WHAT YOU HAVE TO DO :: Pick each line containing "thumb" out of the records.
===== DATASET
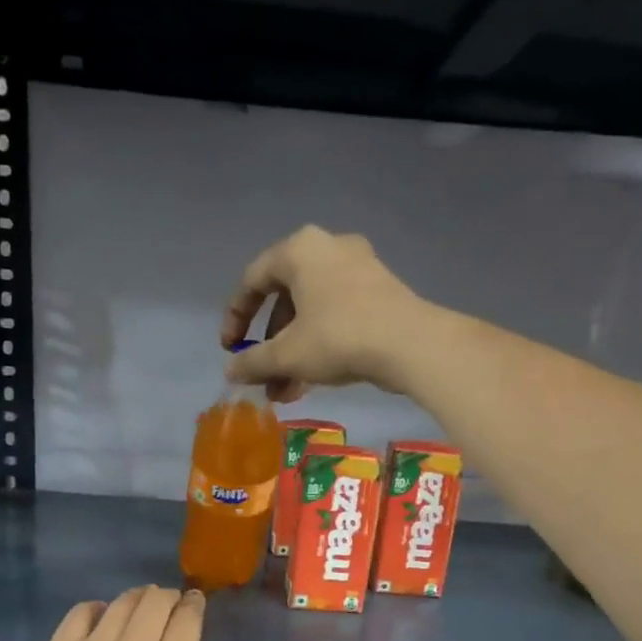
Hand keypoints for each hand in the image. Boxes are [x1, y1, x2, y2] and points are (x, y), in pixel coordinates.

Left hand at [12, 586, 298, 640]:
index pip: (187, 618)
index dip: (195, 604)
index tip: (197, 604)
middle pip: (155, 601)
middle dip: (169, 598)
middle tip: (172, 611)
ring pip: (121, 603)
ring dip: (138, 599)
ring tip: (143, 611)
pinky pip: (79, 614)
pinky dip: (96, 609)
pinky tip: (103, 620)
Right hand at [220, 226, 447, 402]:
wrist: (411, 344)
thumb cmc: (338, 337)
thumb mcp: (287, 354)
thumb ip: (253, 361)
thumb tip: (230, 372)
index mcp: (299, 250)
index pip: (252, 280)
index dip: (235, 318)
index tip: (230, 351)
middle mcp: (328, 248)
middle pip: (284, 299)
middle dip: (269, 345)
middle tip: (262, 376)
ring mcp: (358, 268)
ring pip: (311, 312)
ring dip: (293, 353)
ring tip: (285, 392)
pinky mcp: (379, 291)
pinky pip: (336, 315)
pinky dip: (318, 344)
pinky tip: (312, 381)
==========
RESULT ::
thumb cmc: (338, 337)
thumb mcp: (287, 354)
thumb ip: (253, 361)
thumb tip: (230, 372)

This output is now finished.